*DATA SHOWN:*
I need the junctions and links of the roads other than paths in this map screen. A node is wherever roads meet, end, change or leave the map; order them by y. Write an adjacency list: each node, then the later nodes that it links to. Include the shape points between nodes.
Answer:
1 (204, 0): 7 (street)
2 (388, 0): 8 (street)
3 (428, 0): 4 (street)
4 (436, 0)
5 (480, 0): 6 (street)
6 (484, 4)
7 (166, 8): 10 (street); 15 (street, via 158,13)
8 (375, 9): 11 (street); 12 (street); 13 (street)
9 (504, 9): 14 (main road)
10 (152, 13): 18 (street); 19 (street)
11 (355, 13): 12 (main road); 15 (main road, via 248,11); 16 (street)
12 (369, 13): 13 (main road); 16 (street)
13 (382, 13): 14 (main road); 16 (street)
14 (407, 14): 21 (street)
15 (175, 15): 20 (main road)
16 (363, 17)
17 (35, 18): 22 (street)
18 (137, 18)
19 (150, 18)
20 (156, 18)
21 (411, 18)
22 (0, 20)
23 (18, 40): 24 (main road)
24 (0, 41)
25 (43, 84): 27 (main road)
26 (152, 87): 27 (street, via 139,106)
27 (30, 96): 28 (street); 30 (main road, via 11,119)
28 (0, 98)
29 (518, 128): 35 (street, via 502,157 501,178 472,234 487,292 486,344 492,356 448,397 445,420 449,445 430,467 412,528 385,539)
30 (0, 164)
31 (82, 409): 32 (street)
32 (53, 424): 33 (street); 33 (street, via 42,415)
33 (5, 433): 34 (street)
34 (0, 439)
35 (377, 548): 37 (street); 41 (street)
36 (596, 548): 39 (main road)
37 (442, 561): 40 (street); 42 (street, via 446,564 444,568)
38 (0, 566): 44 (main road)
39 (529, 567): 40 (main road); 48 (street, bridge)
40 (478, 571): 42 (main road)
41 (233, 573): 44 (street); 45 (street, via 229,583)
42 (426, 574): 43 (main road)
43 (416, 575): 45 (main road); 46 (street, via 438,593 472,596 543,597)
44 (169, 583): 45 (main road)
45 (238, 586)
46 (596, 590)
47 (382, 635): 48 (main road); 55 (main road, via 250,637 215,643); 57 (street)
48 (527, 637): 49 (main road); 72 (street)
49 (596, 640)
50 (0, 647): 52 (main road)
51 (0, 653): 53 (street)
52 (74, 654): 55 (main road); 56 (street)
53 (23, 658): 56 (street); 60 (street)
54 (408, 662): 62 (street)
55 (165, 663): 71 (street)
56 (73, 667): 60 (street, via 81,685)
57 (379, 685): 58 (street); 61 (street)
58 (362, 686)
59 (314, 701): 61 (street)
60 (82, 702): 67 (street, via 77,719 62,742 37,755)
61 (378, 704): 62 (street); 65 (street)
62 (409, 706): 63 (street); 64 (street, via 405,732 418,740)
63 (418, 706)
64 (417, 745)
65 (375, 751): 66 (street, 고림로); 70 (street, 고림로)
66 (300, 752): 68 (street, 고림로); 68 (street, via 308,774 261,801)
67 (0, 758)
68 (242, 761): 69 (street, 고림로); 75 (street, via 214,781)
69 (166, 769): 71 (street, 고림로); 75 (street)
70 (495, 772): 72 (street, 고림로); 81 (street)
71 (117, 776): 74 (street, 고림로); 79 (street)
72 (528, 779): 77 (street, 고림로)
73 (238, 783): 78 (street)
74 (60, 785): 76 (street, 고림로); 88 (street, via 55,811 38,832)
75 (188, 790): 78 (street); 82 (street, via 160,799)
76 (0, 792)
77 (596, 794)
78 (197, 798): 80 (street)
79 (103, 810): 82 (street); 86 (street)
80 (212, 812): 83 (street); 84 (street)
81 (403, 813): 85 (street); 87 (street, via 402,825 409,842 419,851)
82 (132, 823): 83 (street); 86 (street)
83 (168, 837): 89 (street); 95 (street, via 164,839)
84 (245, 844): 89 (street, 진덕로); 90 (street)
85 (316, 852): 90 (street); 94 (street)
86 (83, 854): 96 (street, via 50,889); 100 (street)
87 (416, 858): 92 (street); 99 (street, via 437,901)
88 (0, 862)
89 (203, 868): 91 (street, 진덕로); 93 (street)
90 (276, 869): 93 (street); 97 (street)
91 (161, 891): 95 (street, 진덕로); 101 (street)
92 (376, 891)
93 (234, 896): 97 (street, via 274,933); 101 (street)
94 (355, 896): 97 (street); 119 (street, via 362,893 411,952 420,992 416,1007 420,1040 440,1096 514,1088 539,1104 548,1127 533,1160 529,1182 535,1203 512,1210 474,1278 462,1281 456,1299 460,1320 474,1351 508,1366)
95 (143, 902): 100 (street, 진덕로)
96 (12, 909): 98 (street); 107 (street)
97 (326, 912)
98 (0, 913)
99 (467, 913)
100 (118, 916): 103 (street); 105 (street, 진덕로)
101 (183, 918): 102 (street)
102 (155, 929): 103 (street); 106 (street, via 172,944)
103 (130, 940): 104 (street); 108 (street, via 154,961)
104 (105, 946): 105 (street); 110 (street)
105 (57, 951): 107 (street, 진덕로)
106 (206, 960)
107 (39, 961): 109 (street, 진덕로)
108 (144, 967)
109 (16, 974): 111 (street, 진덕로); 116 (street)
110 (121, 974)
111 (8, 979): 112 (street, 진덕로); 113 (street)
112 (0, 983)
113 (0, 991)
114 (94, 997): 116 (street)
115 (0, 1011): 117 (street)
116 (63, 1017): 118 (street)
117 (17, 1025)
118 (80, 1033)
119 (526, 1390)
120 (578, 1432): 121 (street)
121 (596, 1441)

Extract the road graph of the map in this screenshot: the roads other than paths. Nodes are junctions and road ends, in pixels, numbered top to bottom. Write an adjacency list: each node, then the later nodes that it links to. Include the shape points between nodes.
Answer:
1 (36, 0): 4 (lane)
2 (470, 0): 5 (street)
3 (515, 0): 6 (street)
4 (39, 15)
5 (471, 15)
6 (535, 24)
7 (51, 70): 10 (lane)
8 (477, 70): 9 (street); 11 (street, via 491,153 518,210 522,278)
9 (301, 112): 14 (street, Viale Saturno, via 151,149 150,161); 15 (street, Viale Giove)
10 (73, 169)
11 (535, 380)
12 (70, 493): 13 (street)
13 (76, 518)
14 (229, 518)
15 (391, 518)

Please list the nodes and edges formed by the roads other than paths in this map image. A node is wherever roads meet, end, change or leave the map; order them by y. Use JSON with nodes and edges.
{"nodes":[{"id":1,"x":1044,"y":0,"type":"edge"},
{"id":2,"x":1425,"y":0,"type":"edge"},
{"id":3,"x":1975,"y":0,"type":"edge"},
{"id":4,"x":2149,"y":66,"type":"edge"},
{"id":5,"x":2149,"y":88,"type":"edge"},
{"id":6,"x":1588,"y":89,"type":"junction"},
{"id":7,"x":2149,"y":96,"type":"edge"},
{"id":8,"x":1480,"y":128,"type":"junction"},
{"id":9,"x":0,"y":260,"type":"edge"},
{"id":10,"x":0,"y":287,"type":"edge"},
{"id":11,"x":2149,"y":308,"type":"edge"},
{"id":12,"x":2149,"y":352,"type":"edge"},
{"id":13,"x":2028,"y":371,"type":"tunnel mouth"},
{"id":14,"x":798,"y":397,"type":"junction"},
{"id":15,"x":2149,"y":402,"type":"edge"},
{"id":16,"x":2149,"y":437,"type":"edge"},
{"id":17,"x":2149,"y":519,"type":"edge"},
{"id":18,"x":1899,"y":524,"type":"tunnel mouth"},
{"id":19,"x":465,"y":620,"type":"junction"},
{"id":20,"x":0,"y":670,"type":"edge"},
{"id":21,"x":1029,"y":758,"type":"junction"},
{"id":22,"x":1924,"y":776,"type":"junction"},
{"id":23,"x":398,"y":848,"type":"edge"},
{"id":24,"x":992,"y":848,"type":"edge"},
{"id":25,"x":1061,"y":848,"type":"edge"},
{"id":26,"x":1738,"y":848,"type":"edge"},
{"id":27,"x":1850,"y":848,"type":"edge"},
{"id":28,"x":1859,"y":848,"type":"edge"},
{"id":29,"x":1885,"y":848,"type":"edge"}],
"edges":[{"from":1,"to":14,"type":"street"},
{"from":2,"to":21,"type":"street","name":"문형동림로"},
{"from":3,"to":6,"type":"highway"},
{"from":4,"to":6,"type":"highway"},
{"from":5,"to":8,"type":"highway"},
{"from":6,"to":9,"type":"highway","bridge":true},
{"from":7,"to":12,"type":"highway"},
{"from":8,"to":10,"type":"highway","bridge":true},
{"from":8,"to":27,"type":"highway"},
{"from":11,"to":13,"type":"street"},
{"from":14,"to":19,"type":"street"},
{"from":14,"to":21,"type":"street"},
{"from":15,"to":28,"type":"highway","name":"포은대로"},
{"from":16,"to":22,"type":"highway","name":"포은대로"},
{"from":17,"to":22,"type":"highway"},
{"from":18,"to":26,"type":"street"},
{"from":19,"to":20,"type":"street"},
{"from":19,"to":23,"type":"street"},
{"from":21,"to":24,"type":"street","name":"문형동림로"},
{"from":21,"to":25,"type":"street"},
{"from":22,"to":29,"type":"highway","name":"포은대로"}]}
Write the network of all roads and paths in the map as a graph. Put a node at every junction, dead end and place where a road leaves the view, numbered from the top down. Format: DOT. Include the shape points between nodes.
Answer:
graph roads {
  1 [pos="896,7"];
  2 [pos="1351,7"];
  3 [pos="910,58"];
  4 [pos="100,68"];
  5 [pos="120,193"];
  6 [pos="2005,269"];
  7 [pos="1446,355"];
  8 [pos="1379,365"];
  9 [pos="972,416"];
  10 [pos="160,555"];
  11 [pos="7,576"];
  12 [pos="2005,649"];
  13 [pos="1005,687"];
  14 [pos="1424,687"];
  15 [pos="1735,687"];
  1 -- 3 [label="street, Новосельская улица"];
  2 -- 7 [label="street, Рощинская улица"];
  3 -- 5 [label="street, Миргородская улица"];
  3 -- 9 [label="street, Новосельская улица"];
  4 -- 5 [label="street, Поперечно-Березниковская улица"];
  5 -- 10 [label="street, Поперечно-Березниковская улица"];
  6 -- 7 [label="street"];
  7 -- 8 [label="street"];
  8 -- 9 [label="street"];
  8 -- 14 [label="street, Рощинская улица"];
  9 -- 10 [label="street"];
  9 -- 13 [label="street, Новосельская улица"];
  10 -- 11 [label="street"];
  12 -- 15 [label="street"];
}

*TASK STATEMENT:* Locate and copy each line in the data above that includes the word "Поперечно".

*RESULT:*
  4 -- 5 [label="street, Поперечно-Березниковская улица"];
  5 -- 10 [label="street, Поперечно-Березниковская улица"];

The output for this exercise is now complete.